Yeah... mp3blaster, finch, irssi, rtorrent, screen, ratPoison are few of the MUSTS for all the console freaks.... Ask mehul


----------



## Ecko (Jul 27, 2008)

read it somewhere else 2
So do specify source dude lolz
U can run,deny but u can't escape


----------



## mehulved (Jul 27, 2008)

aditya.shevade said:


> Yeah... mp3blaster, finch, irssi, rtorrent, screen, ratPoison are few of the MUSTS for all the console freaks.... Ask mehul


I use mplayer or mpd instead of mp3blaster, and you forgot mutt.
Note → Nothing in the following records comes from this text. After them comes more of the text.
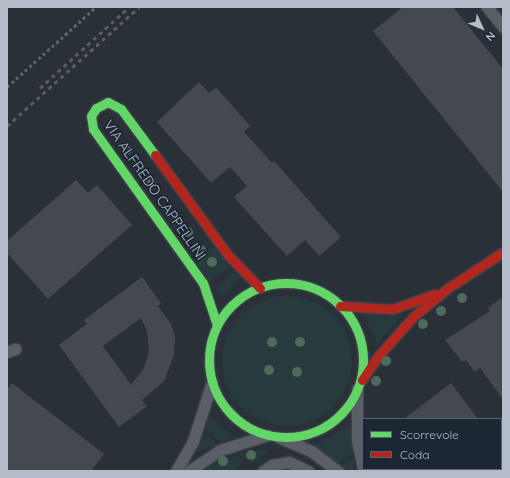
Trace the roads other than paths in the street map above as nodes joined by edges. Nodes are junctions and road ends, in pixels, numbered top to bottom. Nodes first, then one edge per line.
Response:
1 (487, 7) edge
2 (503, 27) edge
3 (503, 252) edge
4 (260, 288) junction
5 (448, 288) junction
6 (340, 306) junction
7 (217, 325) junction
8 (212, 382) junction
9 (358, 387) junction
10 (273, 436) junction
11 (362, 465) edge
12 (176, 471) edge
13 (189, 471) edge
14 (263, 471) edge
15 (308, 471) edge
16 (338, 471) edge

1 - 2 street
3 - 5 street
4 - 6 street
4 - 7 street
4 - 7 street, VIA ALFREDO CAPPELLINI
5 - 6 street
5 - 9 street
6 - 9 street
7 - 8 street
8 - 10 street
8 - 12 street
9 - 10 street
9 - 11 street
10 - 13 street
10 - 16 street
14 - 15 street

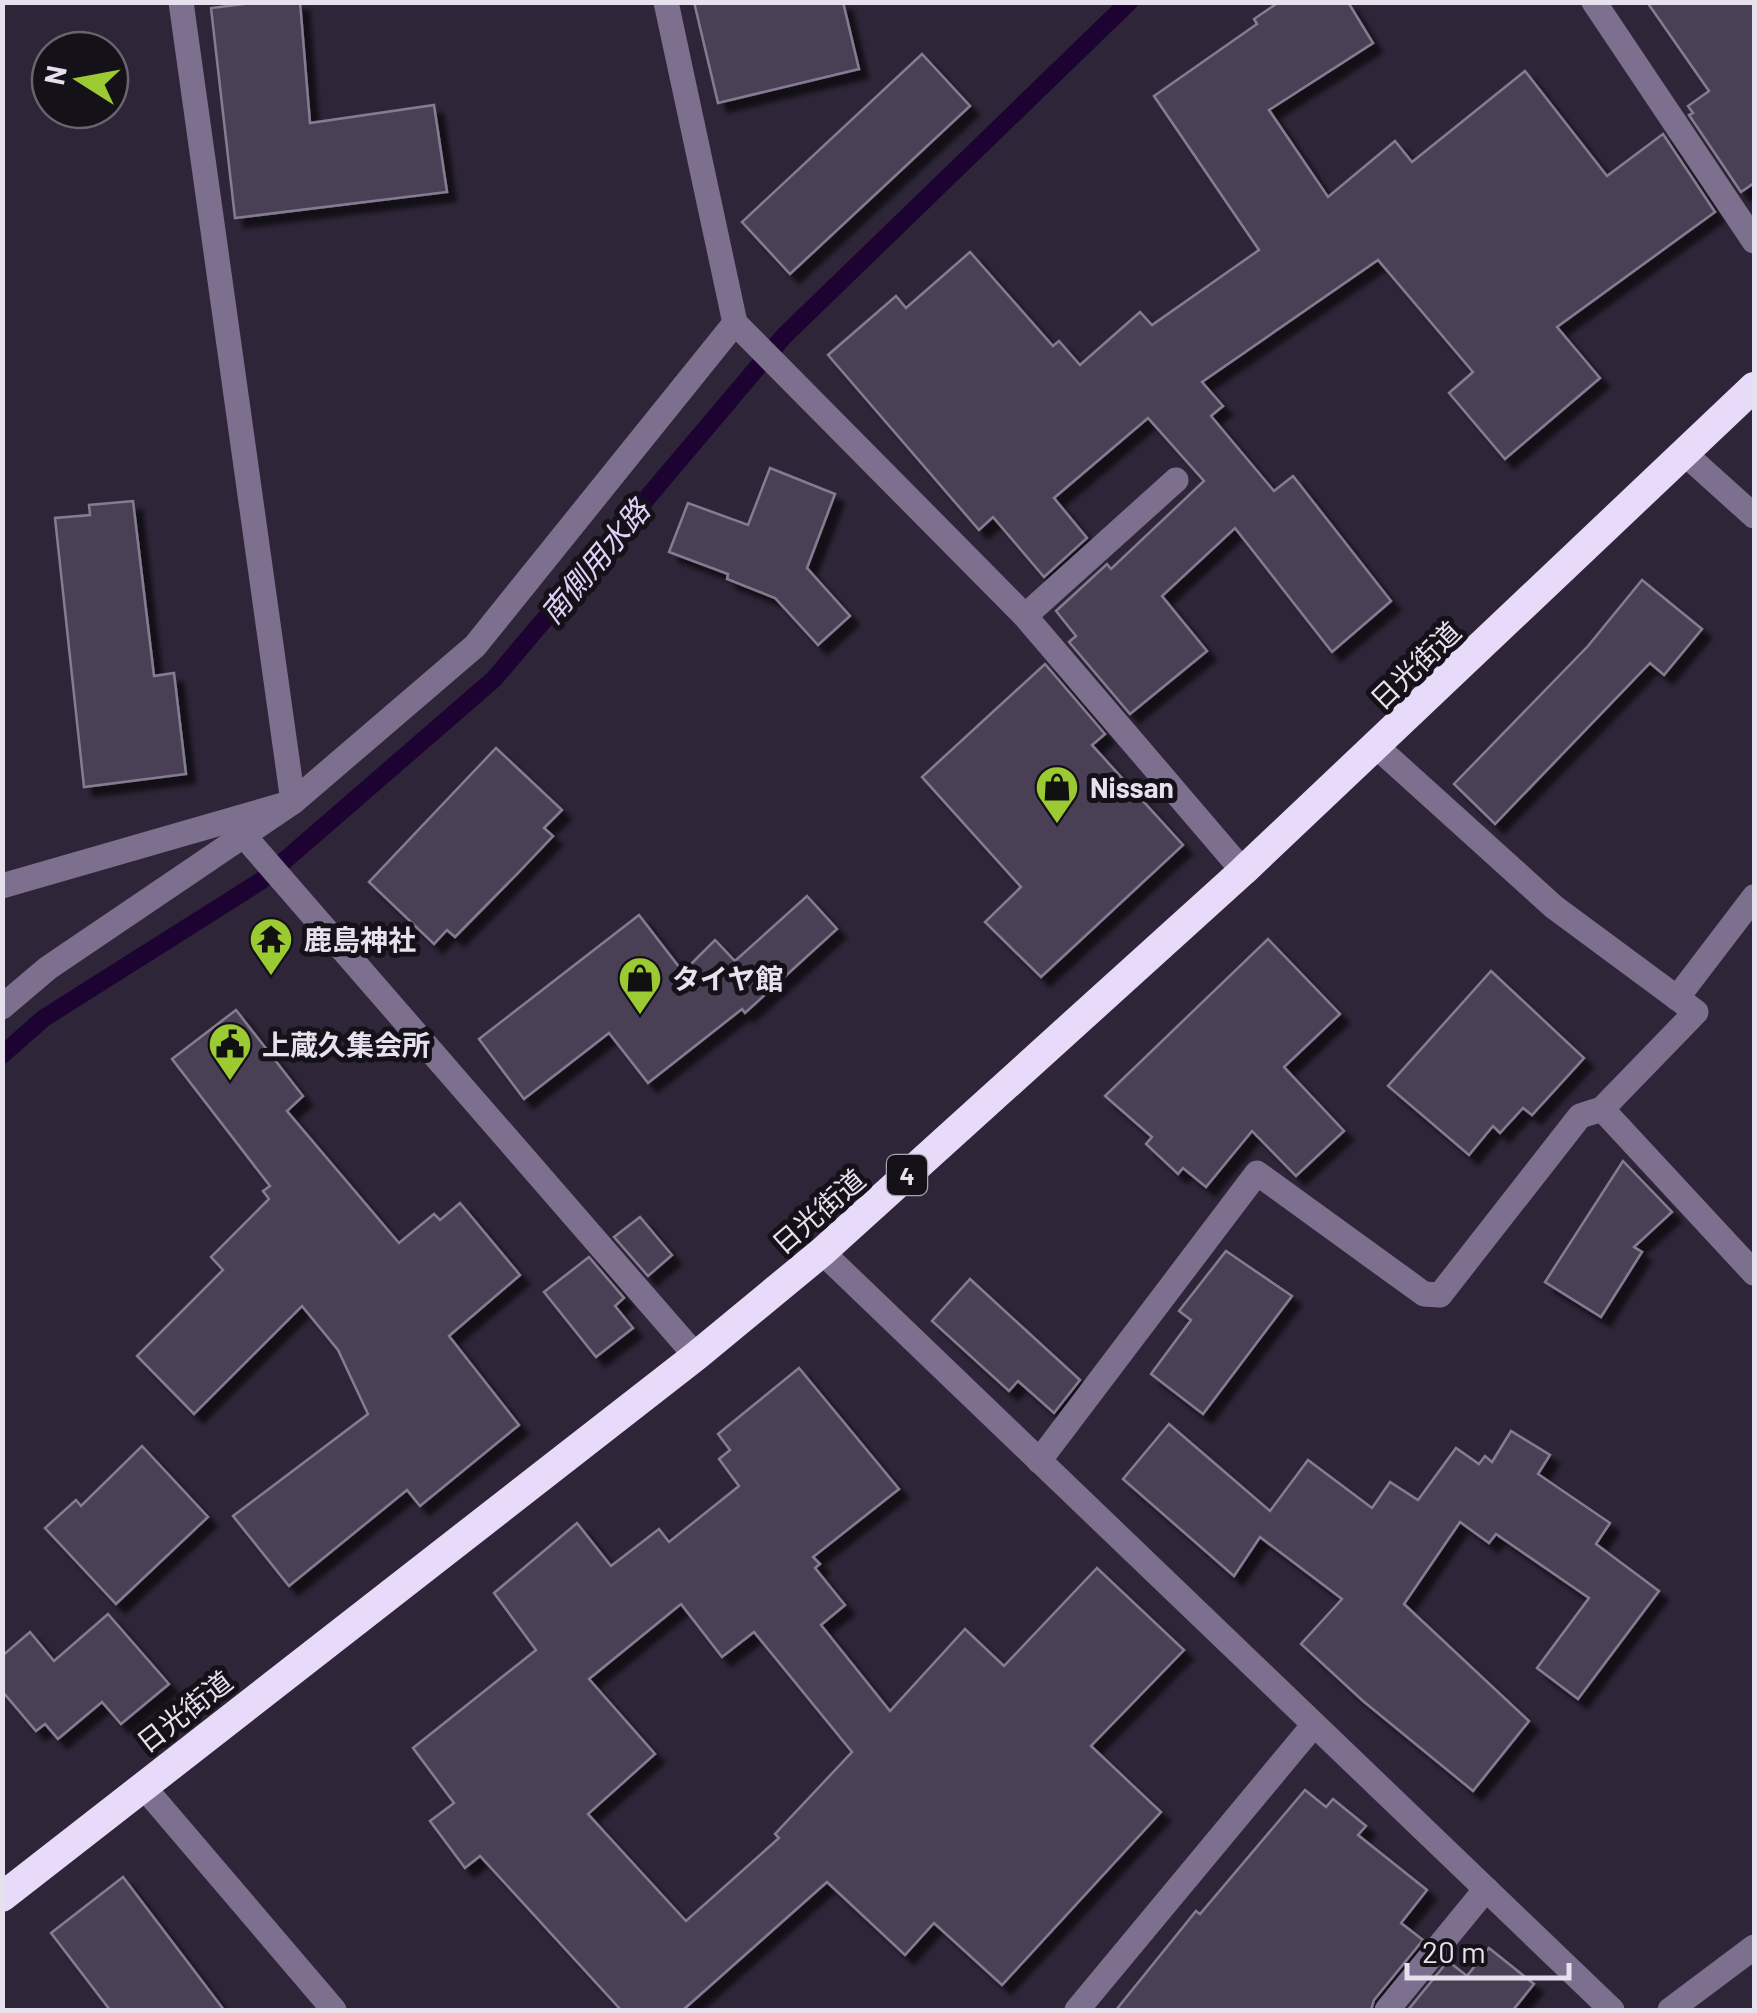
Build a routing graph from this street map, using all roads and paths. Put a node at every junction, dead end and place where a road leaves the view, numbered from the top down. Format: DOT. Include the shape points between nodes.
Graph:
graph roads {
  1 [pos="181,2"];
  2 [pos="666,2"];
  3 [pos="1594,2"];
  4 [pos="1754,240"];
  5 [pos="735,323"];
  6 [pos="1754,387"];
  7 [pos="1684,452"];
  8 [pos="1176,480"];
  9 [pos="1754,516"];
  10 [pos="1025,616"];
  11 [pos="1376,747"];
  12 [pos="292,802"];
  13 [pos="245,837"];
  14 [pos="1243,871"];
  15 [pos="2,886"];
  16 [pos="1754,897"];
  17 [pos="1677,998"];
  18 [pos="2,1007"];
  19 [pos="1602,1109"];
  20 [pos="822,1252"];
  21 [pos="1754,1273"];
  22 [pos="696,1356"];
  23 [pos="1039,1461"];
  24 [pos="1312,1727"];
  25 [pos="142,1784"];
  26 [pos="1486,1890"];
  27 [pos="2,1897"];
  28 [pos="1754,1947"];
  29 [pos="334,2010"];
  30 [pos="1077,2010"];
  31 [pos="1387,2010"];
  32 [pos="1612,2010"];
  33 [pos="1670,2010"];
  1 -- 12 [label="street"];
  2 -- 5 [label="street"];
  3 -- 4 [label="street"];
  5 -- 10 [label="street"];
  5 -- 12 [label="street" via="475,646"];
  6 -- 7 [label="highway, 日光街道 / 4"];
  7 -- 9 [label="street"];
  7 -- 11 [label="highway, 日光街道 / 4"];
  8 -- 10 [label="street"];
  10 -- 14 [label="street"];
  11 -- 14 [label="highway, 日光街道 / 4"];
  11 -- 17 [label="street" via="1554,907"];
  12 -- 13 [label="street"];
  12 -- 15 [label="street"];
  13 -- 18 [label="street" via="48,968"];
  13 -- 22 [label="street"];
  14 -- 20 [label="highway, 日光街道 / 4"];
  16 -- 17 [label="street"];
  17 -- 19 [label="street" via="1696,1012"];
  19 -- 21 [label="street"];
  19 -- 23 [label="street" via="1580,1116 1440,1295 1424,1294 1257,1174"];
  20 -- 22 [label="highway, 日光街道 / 4"];
  20 -- 23 [label="street"];
  22 -- 25 [label="highway, 日光街道 / 4"];
  23 -- 24 [label="street"];
  24 -- 26 [label="street"];
  24 -- 30 [label="street"];
  25 -- 27 [label="highway, 日光街道 / 4"];
  25 -- 29 [label="street"];
  26 -- 31 [label="street"];
  26 -- 32 [label="street"];
  28 -- 33 [label="street"];
}
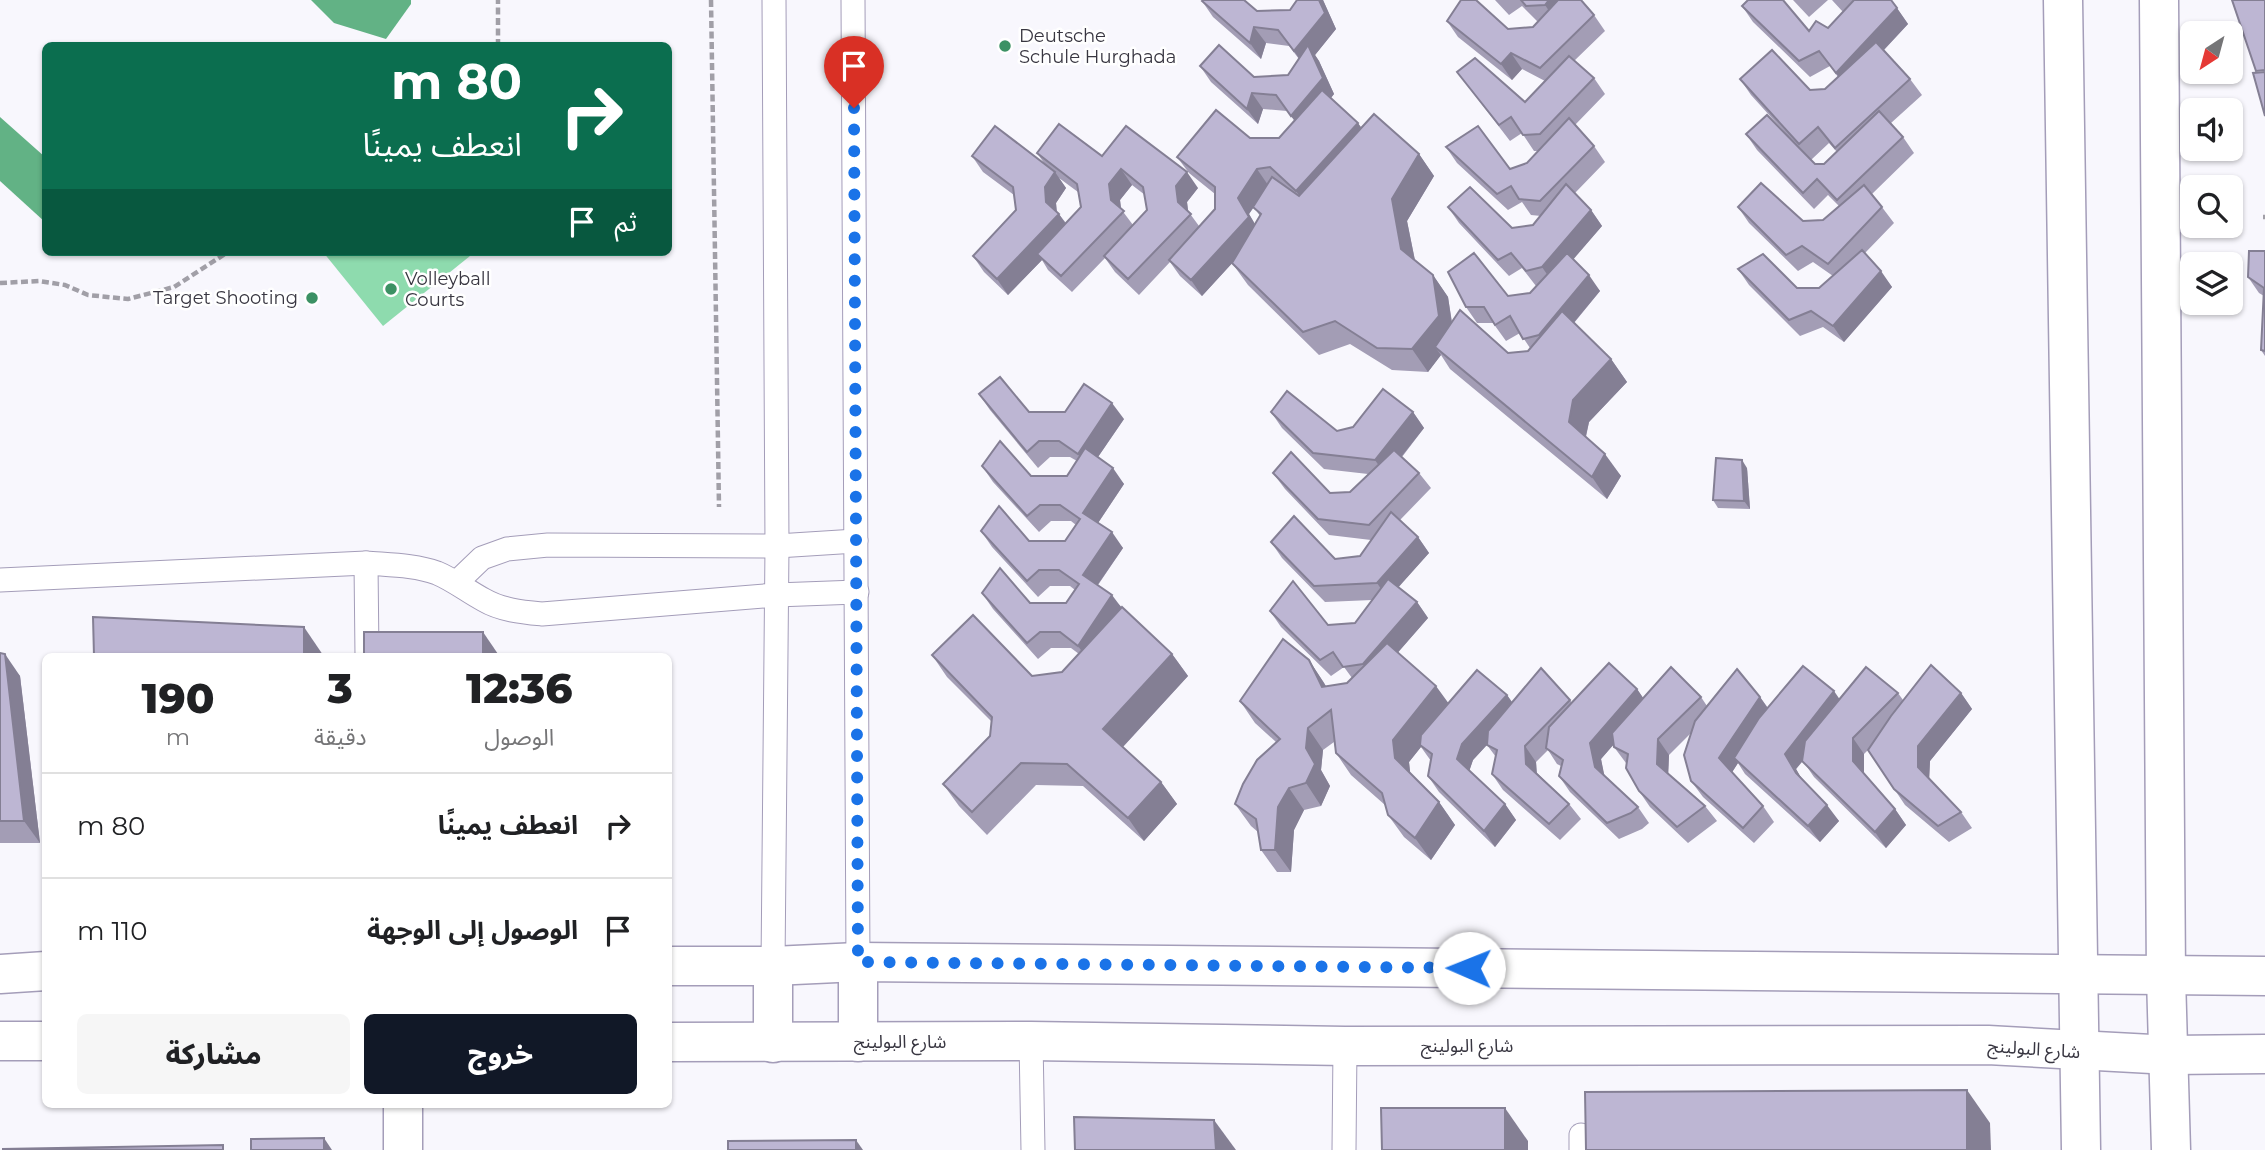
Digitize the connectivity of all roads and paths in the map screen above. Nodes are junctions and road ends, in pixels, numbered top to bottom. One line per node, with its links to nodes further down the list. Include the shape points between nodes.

That's how I check mails on CLI


----------



## Faun (Jul 27, 2008)

^
mutt mutt n.
 An dog that is of inferior quality or of mixed breed.

tehehe, i name it fido


----------



## aditya.shevade (Jul 28, 2008)

Lol... @mehul, I said few of the...


----------



## Quiz_Master (Jul 28, 2008)

Ecko said:


> read it somewhere else 2
> So do specify source dude lolz
> U can run,deny but u can't escape



Where?

I wrote this on my blog then deleted for some reason...


----------



## nitish_mythology (Jul 28, 2008)

I used mp3blaster for a while........ After signing up on las.fm , mp3blaster wont work for me.
If I could have the support...  


* Update : * Found a script..Tweaking it for support.


----------



## mehulved (Jul 28, 2008)

nitish_mythology said:


> I used mp3blaster for a while........ After signing up on las.fm , mp3blaster wont work for me.
> If I could have the support...
> 
> 
> * Update : * Found a script..Tweaking it for support.


mpd has lastfm support via lastfmsubmitd and more such scripts.


----------